**WHAT IS REQUIRED**
For each line in the data below that has the word "DRIVE", copy that line.

Dataset entries:

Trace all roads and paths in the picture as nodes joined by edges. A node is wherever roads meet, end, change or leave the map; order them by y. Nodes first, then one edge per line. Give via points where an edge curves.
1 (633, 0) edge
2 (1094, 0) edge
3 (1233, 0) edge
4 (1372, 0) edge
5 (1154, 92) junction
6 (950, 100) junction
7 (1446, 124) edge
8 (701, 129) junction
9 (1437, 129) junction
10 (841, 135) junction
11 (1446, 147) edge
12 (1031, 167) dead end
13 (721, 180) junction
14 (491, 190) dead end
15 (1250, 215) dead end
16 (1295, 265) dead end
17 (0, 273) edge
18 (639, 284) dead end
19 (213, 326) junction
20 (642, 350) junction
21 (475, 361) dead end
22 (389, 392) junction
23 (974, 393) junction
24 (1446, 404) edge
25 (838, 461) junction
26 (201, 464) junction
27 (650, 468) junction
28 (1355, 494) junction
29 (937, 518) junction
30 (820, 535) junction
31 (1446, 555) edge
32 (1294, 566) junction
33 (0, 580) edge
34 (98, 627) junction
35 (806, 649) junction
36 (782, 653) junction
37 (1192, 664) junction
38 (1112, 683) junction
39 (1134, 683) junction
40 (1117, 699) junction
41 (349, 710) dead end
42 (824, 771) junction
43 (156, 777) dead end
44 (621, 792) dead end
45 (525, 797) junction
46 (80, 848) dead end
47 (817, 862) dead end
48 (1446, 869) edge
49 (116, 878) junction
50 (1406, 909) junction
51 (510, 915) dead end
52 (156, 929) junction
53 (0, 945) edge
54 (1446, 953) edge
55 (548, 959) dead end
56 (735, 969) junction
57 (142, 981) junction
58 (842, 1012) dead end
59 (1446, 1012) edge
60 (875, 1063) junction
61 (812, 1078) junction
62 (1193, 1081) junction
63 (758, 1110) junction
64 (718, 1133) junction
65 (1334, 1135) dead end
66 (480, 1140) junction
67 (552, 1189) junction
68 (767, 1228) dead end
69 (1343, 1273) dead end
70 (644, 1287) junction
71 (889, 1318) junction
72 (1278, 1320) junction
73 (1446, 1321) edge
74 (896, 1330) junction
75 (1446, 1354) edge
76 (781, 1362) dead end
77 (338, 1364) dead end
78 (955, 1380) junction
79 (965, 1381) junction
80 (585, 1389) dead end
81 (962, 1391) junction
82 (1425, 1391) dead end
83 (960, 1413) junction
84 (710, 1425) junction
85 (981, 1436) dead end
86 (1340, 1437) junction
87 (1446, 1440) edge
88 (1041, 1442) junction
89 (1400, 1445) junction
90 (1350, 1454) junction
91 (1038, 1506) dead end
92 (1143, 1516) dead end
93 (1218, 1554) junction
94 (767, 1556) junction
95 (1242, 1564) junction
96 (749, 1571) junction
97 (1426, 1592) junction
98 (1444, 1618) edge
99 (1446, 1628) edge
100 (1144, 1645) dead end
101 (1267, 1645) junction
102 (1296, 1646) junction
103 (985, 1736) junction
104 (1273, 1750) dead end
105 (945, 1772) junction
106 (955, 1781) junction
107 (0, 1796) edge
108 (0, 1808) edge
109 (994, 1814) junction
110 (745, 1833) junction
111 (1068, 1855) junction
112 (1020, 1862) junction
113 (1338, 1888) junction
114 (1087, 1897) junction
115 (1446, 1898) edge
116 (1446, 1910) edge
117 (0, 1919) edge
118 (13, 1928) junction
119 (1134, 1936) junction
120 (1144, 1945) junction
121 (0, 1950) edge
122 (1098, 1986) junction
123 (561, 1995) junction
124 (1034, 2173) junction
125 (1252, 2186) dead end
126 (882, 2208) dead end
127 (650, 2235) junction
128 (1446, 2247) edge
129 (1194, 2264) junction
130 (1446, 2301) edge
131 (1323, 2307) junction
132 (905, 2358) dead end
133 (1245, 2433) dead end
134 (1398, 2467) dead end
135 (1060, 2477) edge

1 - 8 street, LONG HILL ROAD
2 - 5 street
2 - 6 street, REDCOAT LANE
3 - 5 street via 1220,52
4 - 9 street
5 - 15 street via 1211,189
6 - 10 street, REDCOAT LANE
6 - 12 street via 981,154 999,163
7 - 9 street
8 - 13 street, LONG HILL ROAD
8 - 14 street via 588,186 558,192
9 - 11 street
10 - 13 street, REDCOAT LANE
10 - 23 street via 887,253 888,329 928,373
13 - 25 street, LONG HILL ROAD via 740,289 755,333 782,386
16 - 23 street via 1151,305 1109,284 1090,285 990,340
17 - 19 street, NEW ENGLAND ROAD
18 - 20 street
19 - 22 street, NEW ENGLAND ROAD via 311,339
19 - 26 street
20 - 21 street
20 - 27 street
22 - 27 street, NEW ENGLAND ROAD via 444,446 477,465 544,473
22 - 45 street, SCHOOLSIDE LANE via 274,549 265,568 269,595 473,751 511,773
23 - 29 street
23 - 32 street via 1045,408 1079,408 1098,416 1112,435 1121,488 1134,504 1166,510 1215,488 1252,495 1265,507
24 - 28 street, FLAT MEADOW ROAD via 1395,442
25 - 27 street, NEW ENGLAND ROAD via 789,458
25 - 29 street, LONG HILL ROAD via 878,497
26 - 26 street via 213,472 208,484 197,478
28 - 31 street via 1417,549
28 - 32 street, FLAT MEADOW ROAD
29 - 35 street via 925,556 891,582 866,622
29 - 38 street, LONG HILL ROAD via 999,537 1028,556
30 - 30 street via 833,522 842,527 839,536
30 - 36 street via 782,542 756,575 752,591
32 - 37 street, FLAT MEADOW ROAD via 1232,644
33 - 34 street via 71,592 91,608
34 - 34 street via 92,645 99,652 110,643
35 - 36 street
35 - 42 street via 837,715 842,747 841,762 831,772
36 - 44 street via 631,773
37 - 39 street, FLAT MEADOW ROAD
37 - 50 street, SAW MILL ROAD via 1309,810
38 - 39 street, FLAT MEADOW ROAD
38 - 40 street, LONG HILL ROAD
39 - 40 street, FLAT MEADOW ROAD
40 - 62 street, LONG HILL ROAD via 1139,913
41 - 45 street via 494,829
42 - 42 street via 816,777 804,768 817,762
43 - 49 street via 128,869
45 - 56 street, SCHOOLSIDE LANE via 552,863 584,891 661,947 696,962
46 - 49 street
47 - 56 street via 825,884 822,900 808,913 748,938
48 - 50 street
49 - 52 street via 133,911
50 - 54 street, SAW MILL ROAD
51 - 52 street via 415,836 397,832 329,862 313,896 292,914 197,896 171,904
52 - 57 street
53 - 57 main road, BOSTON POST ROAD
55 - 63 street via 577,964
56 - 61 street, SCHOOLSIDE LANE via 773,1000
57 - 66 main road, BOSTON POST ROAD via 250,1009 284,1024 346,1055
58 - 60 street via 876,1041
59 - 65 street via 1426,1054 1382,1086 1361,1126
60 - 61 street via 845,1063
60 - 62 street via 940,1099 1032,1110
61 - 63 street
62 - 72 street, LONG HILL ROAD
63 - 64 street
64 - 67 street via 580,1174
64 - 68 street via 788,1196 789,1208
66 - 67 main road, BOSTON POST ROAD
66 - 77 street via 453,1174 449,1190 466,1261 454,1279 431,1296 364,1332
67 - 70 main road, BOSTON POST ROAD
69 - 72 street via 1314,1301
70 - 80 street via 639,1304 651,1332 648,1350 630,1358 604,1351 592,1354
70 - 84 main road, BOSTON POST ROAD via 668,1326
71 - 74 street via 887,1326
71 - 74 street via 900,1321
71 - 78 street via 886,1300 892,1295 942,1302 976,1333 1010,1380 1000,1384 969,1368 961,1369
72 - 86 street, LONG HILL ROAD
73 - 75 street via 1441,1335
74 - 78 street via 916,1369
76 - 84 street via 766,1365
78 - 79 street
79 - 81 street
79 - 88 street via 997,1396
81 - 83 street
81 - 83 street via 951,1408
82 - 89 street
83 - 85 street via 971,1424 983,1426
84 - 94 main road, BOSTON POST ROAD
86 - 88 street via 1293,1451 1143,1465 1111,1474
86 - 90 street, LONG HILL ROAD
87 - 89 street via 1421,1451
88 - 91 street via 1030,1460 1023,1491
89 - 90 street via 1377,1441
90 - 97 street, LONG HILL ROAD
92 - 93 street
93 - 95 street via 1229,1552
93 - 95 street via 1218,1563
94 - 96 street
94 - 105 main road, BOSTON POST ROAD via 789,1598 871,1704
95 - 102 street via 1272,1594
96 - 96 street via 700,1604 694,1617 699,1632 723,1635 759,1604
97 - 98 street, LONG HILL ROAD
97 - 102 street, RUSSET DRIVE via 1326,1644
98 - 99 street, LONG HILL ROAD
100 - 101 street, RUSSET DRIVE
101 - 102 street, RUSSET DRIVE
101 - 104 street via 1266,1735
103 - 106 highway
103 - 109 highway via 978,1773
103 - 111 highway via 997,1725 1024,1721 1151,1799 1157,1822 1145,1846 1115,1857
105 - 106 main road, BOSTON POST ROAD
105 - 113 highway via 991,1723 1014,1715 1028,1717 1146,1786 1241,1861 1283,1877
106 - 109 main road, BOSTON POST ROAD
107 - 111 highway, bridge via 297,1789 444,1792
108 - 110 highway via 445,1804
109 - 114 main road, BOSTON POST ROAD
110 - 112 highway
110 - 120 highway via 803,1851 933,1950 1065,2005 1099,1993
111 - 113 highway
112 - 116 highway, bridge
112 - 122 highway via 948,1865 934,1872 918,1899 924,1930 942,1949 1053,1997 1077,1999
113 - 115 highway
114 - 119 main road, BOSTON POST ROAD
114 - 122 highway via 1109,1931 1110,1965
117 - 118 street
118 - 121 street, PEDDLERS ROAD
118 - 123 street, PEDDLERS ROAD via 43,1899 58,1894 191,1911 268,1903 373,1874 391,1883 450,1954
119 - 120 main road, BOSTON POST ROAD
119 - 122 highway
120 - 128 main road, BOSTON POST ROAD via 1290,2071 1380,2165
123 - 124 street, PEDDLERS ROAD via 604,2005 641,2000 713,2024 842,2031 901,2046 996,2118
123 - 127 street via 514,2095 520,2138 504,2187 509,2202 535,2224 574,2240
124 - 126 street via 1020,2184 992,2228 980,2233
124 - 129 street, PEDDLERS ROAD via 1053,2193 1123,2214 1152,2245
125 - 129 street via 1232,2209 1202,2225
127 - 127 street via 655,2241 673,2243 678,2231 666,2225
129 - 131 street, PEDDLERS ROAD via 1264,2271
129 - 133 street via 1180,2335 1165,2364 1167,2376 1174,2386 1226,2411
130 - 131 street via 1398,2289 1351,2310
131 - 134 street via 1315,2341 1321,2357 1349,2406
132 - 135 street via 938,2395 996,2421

**RESULT FOR THIS TASK**
97 - 102 street, RUSSET DRIVE via 1326,1644
100 - 101 street, RUSSET DRIVE
101 - 102 street, RUSSET DRIVE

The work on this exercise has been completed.